> [YOUR OBJECTIVE]: Copy everything in the records, character for character, except images.

> [DATA FOR ANALYSIS]:
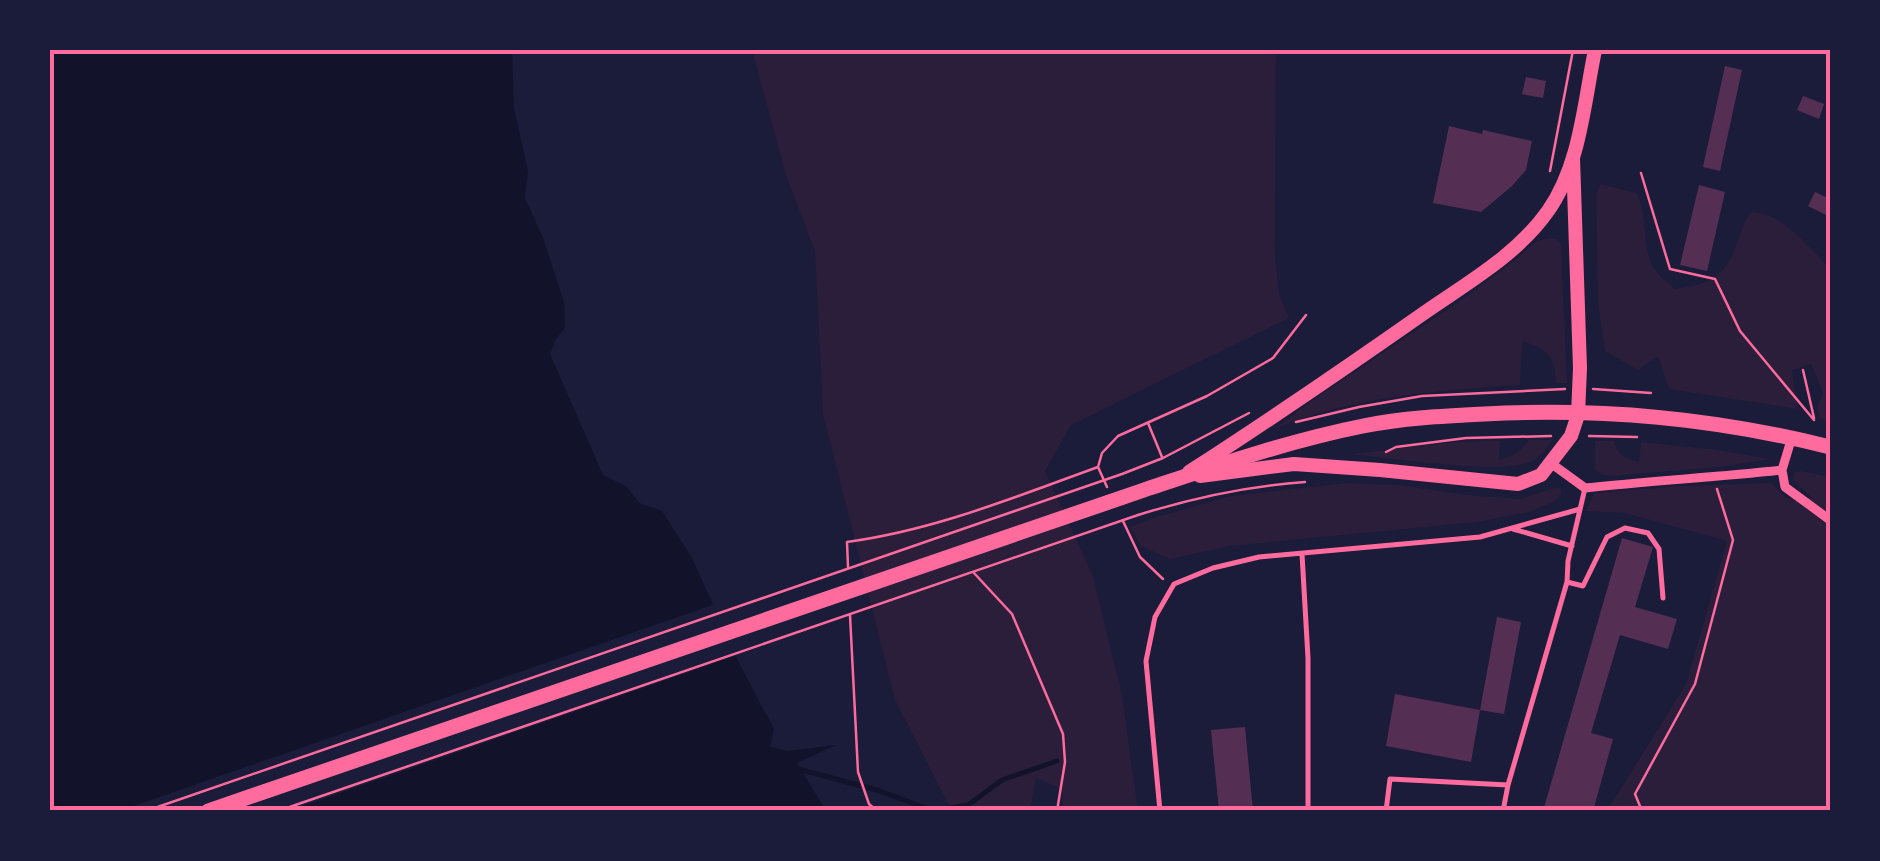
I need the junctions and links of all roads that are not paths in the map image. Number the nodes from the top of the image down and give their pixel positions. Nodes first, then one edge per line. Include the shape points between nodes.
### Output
1 (1594, 50) edge
2 (1574, 158) junction
3 (1792, 437) junction
4 (1830, 447) edge
5 (1552, 464) junction
6 (1782, 470) junction
7 (1180, 478) junction
8 (1585, 488) junction
9 (1580, 508) junction
10 (1830, 520) edge
11 (1510, 528) junction
12 (1572, 546) junction
13 (1302, 553) junction
14 (1567, 582) junction
15 (1663, 598) dead end
16 (1508, 785) junction
17 (208, 811) edge
18 (1160, 811) edge
19 (1308, 811) edge
20 (1386, 811) edge
21 (1503, 811) edge

1 - 2 main road
2 - 5 main road via 1578,415
2 - 7 main road via 1550,209 1498,262
3 - 4 main road
3 - 6 street
3 - 7 main road via 1645,414 1424,417 1265,450
5 - 7 main road via 1518,484 1294,464
5 - 8 street
6 - 8 street
6 - 10 street via 1785,487
7 - 17 main road
8 - 9 lane
9 - 11 lane
9 - 12 lane
11 - 12 lane
11 - 13 lane via 1480,537
12 - 14 lane
13 - 18 lane via 1212,568 1174,584 1154,617 1146,661
13 - 19 lane
14 - 15 lane via 1584,586 1607,538 1626,528 1648,533 1660,549
14 - 16 lane
16 - 20 lane via 1390,779
16 - 21 lane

> [YOUR RESPONSE]:
I need the junctions and links of all roads that are not paths in the map image. Number the nodes from the top of the image down and give their pixel positions. Nodes first, then one edge per line. Include the shape points between nodes.
### Output
1 (1594, 50) edge
2 (1574, 158) junction
3 (1792, 437) junction
4 (1830, 447) edge
5 (1552, 464) junction
6 (1782, 470) junction
7 (1180, 478) junction
8 (1585, 488) junction
9 (1580, 508) junction
10 (1830, 520) edge
11 (1510, 528) junction
12 (1572, 546) junction
13 (1302, 553) junction
14 (1567, 582) junction
15 (1663, 598) dead end
16 (1508, 785) junction
17 (208, 811) edge
18 (1160, 811) edge
19 (1308, 811) edge
20 (1386, 811) edge
21 (1503, 811) edge

1 - 2 main road
2 - 5 main road via 1578,415
2 - 7 main road via 1550,209 1498,262
3 - 4 main road
3 - 6 street
3 - 7 main road via 1645,414 1424,417 1265,450
5 - 7 main road via 1518,484 1294,464
5 - 8 street
6 - 8 street
6 - 10 street via 1785,487
7 - 17 main road
8 - 9 lane
9 - 11 lane
9 - 12 lane
11 - 12 lane
11 - 13 lane via 1480,537
12 - 14 lane
13 - 18 lane via 1212,568 1174,584 1154,617 1146,661
13 - 19 lane
14 - 15 lane via 1584,586 1607,538 1626,528 1648,533 1660,549
14 - 16 lane
16 - 20 lane via 1390,779
16 - 21 lane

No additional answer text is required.